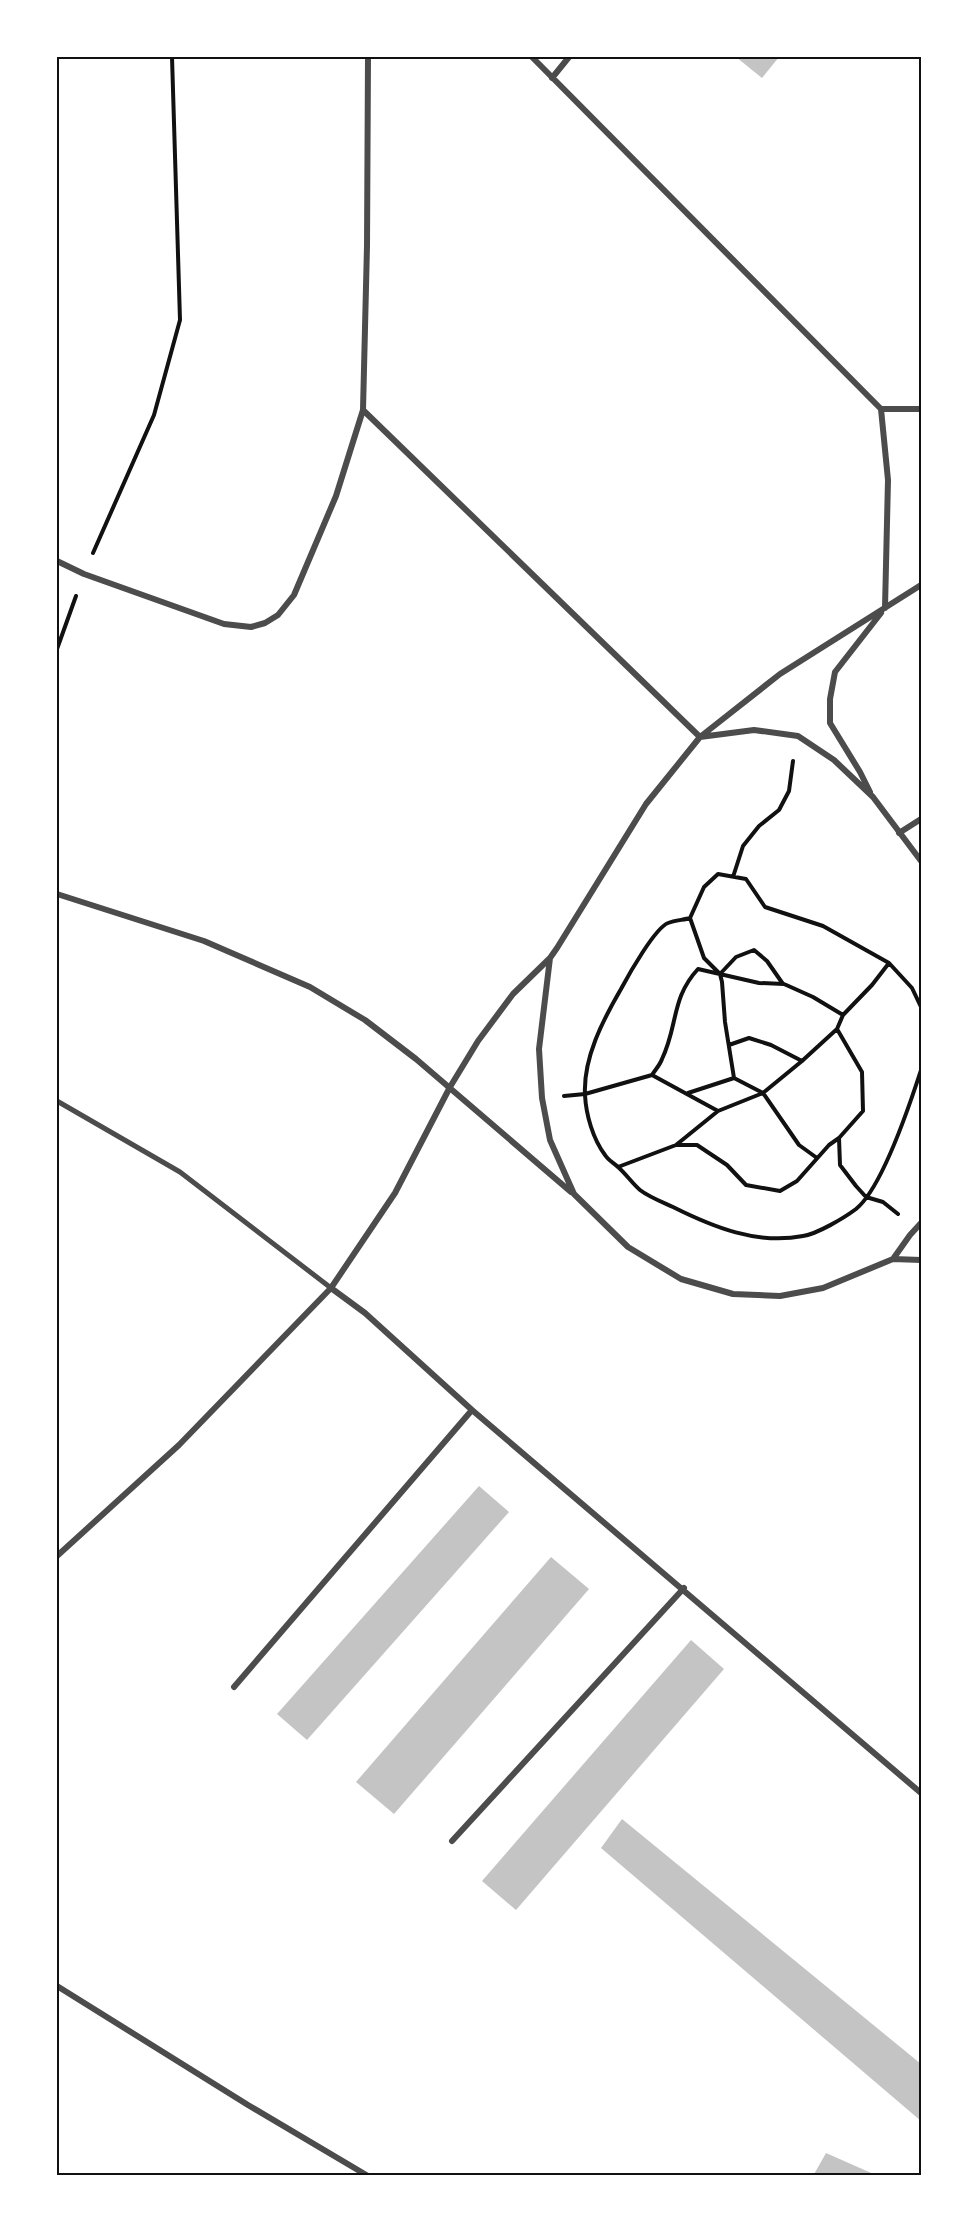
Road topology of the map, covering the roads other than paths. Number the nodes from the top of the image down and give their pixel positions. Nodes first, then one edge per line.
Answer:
1 (368, 57) edge
2 (532, 57) edge
3 (569, 57) edge
4 (552, 78) junction
5 (881, 409) junction
6 (363, 410) junction
7 (921, 410) edge
8 (57, 561) edge
9 (921, 585) edge
10 (885, 608) junction
11 (700, 737) junction
12 (873, 798) junction
13 (921, 819) edge
14 (899, 833) junction
15 (921, 861) edge
16 (57, 894) edge
17 (550, 958) junction
18 (450, 1088) junction
19 (57, 1101) edge
20 (574, 1194) junction
21 (921, 1223) edge
22 (893, 1259) junction
23 (921, 1260) edge
24 (331, 1288) junction
25 (472, 1410) junction
26 (57, 1556) edge
27 (684, 1588) junction
28 (234, 1687) dead end
29 (921, 1793) edge
30 (452, 1841) dead end
31 (57, 1986) edge
32 (368, 2176) edge

1 - 6 street
2 - 4 street
3 - 4 street
4 - 5 street
5 - 7 street
5 - 10 street
6 - 8 street
6 - 11 street
9 - 10 street
10 - 11 street
10 - 12 street
11 - 12 street
11 - 17 street
12 - 14 street
13 - 14 street
14 - 15 street
16 - 18 street
17 - 18 street
17 - 20 street
18 - 20 street
18 - 24 street
19 - 24 street
20 - 22 street
21 - 22 street
22 - 23 street
24 - 25 street
24 - 26 street
25 - 27 street
25 - 28 street
27 - 29 street
27 - 30 street
31 - 32 street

§

## TASK DESCRIPTION
Go through the material above and repeat it exactly. Omit the pictures.

## TASK SOLUTION
Road topology of the map, covering the roads other than paths. Number the nodes from the top of the image down and give their pixel positions. Nodes first, then one edge per line.
Answer:
1 (368, 57) edge
2 (532, 57) edge
3 (569, 57) edge
4 (552, 78) junction
5 (881, 409) junction
6 (363, 410) junction
7 (921, 410) edge
8 (57, 561) edge
9 (921, 585) edge
10 (885, 608) junction
11 (700, 737) junction
12 (873, 798) junction
13 (921, 819) edge
14 (899, 833) junction
15 (921, 861) edge
16 (57, 894) edge
17 (550, 958) junction
18 (450, 1088) junction
19 (57, 1101) edge
20 (574, 1194) junction
21 (921, 1223) edge
22 (893, 1259) junction
23 (921, 1260) edge
24 (331, 1288) junction
25 (472, 1410) junction
26 (57, 1556) edge
27 (684, 1588) junction
28 (234, 1687) dead end
29 (921, 1793) edge
30 (452, 1841) dead end
31 (57, 1986) edge
32 (368, 2176) edge

1 - 6 street
2 - 4 street
3 - 4 street
4 - 5 street
5 - 7 street
5 - 10 street
6 - 8 street
6 - 11 street
9 - 10 street
10 - 11 street
10 - 12 street
11 - 12 street
11 - 17 street
12 - 14 street
13 - 14 street
14 - 15 street
16 - 18 street
17 - 18 street
17 - 20 street
18 - 20 street
18 - 24 street
19 - 24 street
20 - 22 street
21 - 22 street
22 - 23 street
24 - 25 street
24 - 26 street
25 - 27 street
25 - 28 street
27 - 29 street
27 - 30 street
31 - 32 street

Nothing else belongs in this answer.